■ Stored items ■
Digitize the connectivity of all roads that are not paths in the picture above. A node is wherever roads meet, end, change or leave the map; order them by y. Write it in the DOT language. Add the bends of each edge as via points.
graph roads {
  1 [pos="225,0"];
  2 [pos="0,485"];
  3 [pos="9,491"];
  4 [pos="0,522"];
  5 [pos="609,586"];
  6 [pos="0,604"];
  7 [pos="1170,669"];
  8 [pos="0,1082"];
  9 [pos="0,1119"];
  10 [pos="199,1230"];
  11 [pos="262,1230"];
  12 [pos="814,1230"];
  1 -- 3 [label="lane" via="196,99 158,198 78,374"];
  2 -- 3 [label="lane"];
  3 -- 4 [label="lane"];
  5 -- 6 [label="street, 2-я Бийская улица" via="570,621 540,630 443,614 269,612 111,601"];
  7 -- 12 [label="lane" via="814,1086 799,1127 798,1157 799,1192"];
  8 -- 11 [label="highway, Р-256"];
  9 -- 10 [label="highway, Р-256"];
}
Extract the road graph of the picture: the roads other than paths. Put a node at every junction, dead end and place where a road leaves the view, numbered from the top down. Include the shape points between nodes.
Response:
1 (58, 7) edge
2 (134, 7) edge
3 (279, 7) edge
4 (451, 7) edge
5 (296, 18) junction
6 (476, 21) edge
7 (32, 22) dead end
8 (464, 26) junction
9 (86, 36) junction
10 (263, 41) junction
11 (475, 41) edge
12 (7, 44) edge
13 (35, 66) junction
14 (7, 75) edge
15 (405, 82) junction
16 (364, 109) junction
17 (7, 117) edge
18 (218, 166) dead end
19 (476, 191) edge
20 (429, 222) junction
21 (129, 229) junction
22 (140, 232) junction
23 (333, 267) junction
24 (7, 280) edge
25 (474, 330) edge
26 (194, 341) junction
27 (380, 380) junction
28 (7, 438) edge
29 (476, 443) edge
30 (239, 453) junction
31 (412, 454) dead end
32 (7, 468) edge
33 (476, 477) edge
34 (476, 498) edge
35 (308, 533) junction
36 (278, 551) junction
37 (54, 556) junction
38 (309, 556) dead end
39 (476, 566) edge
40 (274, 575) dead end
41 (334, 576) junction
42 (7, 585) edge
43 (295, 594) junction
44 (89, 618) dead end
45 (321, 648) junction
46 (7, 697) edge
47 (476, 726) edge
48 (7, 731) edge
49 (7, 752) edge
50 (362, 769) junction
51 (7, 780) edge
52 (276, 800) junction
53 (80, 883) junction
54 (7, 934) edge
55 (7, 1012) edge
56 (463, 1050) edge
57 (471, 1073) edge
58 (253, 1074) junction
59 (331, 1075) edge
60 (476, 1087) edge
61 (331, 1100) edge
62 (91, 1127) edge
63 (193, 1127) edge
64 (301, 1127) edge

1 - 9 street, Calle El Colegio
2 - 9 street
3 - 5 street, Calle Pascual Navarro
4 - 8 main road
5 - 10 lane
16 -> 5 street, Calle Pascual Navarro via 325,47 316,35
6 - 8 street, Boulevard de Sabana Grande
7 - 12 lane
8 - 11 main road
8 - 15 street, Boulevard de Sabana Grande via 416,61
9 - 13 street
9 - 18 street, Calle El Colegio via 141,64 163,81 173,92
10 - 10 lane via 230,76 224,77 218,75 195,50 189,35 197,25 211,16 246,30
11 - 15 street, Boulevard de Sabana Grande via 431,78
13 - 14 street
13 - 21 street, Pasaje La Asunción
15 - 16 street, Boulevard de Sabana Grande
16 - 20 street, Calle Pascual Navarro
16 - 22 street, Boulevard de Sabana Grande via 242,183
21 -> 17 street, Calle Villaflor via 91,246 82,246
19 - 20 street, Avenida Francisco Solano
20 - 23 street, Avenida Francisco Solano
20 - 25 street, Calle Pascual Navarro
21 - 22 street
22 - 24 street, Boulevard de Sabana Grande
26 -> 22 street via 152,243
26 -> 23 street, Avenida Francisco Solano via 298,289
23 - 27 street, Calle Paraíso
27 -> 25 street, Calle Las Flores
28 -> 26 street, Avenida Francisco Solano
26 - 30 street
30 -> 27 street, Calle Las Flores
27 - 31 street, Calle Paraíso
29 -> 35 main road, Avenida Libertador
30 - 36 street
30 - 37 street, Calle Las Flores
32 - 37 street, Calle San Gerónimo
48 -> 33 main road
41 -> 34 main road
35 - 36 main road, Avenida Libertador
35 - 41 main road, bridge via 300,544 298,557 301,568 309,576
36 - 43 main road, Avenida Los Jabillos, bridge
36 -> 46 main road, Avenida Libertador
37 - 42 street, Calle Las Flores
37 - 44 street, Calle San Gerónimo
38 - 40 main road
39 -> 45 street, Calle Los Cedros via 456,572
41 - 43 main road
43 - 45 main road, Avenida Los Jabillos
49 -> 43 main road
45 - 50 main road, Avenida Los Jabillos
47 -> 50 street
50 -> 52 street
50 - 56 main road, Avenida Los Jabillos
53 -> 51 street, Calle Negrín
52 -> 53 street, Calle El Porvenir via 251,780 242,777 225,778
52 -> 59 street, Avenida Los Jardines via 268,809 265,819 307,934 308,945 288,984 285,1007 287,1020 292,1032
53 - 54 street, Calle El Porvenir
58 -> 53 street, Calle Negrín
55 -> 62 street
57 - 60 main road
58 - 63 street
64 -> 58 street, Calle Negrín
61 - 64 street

■ Task objective ■
If a line in the records holds the string "Solano", copy it.

■ Solved problem ■
19 - 20 street, Avenida Francisco Solano
20 - 23 street, Avenida Francisco Solano
26 -> 23 street, Avenida Francisco Solano via 298,289
28 -> 26 street, Avenida Francisco Solano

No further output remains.